The First World War and the Redefinition of National Identities in the Ottoman Empire

Friday, January 8, 2010: 2:30 PM
Edward D (Hyatt)
Odile Moreau-Richard , Montpellier III University, Université Paul-Valéry, Montpellier Cedex 5, France
<>The First World War and Redefinition of National Identities in the Ottoman Empire

Pan-Islamic visions emerged during the last quarter of the 19th Century. Pan-Islamic thought was part of the wartime Ideologies of the Ottoman Empire during World War I. Among the three components of the Young Turk Ideology – Ottomanism, Islam and Nationalism – Islam received a greater emphasis than Nationalism, at least untill the first years of World War I.
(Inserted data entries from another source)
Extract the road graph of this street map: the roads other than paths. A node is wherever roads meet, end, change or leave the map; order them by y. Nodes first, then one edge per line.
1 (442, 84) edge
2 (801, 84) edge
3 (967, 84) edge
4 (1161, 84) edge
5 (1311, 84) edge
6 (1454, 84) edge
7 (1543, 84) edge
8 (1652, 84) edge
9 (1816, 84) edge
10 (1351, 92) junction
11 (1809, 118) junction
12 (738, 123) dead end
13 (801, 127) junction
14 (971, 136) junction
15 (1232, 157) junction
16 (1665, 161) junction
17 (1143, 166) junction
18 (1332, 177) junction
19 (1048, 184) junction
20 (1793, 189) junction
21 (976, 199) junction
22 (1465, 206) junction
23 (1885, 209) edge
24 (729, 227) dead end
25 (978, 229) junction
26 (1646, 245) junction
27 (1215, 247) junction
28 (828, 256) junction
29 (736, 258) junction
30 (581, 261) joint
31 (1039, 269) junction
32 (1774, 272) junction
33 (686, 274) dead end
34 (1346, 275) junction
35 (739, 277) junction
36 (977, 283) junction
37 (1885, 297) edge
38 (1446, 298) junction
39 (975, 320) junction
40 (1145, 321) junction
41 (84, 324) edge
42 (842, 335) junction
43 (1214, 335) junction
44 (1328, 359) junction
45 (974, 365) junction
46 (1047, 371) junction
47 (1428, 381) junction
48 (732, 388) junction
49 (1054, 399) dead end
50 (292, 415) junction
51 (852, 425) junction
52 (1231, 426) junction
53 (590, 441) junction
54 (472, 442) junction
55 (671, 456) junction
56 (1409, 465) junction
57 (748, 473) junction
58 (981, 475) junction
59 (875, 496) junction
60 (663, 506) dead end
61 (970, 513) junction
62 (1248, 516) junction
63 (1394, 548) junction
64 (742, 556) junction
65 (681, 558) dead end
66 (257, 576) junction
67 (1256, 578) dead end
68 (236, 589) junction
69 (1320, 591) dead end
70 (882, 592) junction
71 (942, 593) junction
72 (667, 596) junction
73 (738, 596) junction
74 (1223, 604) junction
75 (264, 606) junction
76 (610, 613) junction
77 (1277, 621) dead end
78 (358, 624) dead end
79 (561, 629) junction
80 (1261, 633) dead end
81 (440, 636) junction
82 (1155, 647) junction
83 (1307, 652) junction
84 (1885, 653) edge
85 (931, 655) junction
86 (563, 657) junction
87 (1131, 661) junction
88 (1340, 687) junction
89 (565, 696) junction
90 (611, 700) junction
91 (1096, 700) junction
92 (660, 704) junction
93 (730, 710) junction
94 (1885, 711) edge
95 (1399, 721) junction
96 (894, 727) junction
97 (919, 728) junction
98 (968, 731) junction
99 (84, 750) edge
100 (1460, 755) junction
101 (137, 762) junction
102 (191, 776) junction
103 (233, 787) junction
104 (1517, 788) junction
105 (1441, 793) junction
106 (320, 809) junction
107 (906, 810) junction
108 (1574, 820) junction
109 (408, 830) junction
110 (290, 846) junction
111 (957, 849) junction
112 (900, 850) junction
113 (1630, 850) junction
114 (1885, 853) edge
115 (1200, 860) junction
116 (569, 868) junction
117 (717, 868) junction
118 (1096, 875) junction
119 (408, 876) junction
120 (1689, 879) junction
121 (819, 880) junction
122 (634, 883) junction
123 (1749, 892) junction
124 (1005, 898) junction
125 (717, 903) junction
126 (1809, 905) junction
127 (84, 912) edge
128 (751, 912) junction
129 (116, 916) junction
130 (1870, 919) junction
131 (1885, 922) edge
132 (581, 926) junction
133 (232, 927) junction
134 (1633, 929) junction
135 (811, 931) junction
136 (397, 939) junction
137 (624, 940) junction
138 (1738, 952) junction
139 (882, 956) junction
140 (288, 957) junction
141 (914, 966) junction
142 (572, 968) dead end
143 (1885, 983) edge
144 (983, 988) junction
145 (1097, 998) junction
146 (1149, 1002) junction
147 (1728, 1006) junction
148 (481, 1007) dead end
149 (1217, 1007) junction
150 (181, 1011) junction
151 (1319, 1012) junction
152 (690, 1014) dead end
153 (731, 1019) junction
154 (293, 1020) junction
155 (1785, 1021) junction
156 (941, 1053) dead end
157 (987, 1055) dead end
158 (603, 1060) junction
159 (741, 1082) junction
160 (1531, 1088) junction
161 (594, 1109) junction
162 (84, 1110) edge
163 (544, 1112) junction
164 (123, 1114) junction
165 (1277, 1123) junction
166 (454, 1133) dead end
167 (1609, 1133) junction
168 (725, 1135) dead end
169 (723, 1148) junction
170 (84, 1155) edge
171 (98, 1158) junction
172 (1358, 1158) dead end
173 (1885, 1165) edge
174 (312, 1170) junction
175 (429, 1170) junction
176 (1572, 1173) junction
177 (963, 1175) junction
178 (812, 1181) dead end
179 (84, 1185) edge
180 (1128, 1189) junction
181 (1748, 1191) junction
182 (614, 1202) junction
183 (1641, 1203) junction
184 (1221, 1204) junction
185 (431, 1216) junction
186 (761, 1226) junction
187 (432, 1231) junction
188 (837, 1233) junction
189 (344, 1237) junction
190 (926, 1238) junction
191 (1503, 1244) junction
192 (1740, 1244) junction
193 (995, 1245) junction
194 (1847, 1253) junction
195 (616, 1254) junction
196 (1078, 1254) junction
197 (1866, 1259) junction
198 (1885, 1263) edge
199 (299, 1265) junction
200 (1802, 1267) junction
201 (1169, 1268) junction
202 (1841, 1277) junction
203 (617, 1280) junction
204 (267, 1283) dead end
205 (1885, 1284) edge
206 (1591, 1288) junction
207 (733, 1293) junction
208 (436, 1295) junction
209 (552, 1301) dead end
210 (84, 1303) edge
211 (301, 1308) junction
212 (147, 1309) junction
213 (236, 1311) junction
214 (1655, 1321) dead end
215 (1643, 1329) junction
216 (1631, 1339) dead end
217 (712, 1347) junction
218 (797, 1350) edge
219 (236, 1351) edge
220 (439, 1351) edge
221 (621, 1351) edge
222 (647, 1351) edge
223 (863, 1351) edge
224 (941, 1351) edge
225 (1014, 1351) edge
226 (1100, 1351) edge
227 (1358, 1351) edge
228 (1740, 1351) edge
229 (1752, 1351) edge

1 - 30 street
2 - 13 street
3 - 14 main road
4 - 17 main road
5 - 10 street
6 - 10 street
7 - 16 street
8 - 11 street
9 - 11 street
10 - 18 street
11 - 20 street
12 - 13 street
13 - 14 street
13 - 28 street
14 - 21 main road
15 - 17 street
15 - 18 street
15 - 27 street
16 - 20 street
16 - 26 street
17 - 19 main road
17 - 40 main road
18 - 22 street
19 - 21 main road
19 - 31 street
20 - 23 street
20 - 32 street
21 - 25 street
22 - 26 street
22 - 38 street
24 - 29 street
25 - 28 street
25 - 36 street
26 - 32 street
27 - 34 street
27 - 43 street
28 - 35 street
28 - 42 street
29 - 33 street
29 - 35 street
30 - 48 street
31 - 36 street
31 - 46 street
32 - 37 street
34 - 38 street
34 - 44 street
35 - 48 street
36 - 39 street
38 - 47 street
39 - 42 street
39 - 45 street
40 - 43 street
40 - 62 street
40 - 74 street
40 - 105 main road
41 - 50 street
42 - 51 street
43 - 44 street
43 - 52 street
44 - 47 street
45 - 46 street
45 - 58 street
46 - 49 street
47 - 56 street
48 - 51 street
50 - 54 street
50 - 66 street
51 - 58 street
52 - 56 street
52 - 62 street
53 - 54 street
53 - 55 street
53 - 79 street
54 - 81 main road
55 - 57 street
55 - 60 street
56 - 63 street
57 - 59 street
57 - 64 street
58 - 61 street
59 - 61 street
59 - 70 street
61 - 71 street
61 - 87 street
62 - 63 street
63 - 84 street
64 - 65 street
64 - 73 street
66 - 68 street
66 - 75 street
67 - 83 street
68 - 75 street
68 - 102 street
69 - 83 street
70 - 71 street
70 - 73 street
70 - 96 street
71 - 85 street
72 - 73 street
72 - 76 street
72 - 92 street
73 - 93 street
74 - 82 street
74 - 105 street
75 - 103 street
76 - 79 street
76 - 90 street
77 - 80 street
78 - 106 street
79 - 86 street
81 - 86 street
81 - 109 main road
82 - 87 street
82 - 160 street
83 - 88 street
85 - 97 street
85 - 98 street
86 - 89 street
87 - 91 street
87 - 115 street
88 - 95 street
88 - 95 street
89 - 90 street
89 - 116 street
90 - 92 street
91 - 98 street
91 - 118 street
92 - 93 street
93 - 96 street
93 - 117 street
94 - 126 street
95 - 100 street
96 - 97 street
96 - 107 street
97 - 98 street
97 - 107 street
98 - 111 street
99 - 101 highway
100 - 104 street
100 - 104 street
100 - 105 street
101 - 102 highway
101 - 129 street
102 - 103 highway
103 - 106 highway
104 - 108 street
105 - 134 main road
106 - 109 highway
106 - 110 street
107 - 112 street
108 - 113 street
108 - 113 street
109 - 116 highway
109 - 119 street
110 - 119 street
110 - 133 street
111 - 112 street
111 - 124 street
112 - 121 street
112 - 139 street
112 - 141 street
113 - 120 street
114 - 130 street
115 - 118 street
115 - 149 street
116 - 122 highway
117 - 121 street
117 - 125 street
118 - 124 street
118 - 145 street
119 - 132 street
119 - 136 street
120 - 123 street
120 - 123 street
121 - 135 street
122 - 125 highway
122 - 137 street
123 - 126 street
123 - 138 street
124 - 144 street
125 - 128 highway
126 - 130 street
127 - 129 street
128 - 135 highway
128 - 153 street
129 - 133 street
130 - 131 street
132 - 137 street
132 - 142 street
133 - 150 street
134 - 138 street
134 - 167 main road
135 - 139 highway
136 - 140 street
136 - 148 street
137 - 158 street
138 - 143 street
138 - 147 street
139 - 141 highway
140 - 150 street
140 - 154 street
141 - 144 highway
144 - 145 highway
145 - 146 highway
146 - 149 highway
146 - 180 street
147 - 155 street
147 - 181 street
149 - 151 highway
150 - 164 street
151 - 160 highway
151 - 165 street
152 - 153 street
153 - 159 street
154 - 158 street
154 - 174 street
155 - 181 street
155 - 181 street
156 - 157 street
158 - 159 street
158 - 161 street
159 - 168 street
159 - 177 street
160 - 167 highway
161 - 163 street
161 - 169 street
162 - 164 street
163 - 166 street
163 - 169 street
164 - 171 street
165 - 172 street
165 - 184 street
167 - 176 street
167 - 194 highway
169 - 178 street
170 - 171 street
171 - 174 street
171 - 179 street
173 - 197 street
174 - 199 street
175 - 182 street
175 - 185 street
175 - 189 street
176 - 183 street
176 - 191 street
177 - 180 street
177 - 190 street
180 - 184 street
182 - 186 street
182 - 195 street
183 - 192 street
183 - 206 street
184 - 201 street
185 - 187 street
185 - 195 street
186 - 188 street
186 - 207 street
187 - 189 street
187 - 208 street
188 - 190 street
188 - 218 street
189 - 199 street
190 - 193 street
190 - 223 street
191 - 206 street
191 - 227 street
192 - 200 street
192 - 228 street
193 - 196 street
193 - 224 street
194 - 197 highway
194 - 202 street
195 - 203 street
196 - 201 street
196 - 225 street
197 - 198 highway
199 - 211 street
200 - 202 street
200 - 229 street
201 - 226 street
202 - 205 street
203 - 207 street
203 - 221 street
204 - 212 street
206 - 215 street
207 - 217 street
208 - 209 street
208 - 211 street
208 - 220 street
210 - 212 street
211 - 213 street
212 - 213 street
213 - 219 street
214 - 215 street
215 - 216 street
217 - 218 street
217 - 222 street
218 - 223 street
At the outbreak of the First World War, the Young Turks chose to use Pan-Islam in their propaganda efforts, thus hoping to secure the loyalty of Turkish and Arab Muslims in the Ottoman territories and also of those being under colonial control.

Pan-Islam was used by the Ottomans as a weapon, and greatly feared by the British. I will analyse Islam’s Role in the Resistance against Imperialism during World War I and the role of Ottoman Intellectuals and their relation to Pan-Islam Ideology. Did the Ottoman political elite adopted a pan-Islamic discourse ?

I will examine the political and cultural Dimension of Pan-Islam / Ittihad-i Islam and the Ottoman Pan-Islam Campaigns during World War I, the role of Transnational Imagination and Identity (B. Anderson): the Transational Identity of being Muslim/ the Supranational Identities, analysing the construction of Representations and Elaboration of local Models.

On one hand, how worked the connections between the Ottoman Empire and Germany in the redefinition of the National Identities during World War First ? And on the other one, I will examine the shifting in references between Ittihad-i Islam (religious reference) and Panturkism (ethnic reference).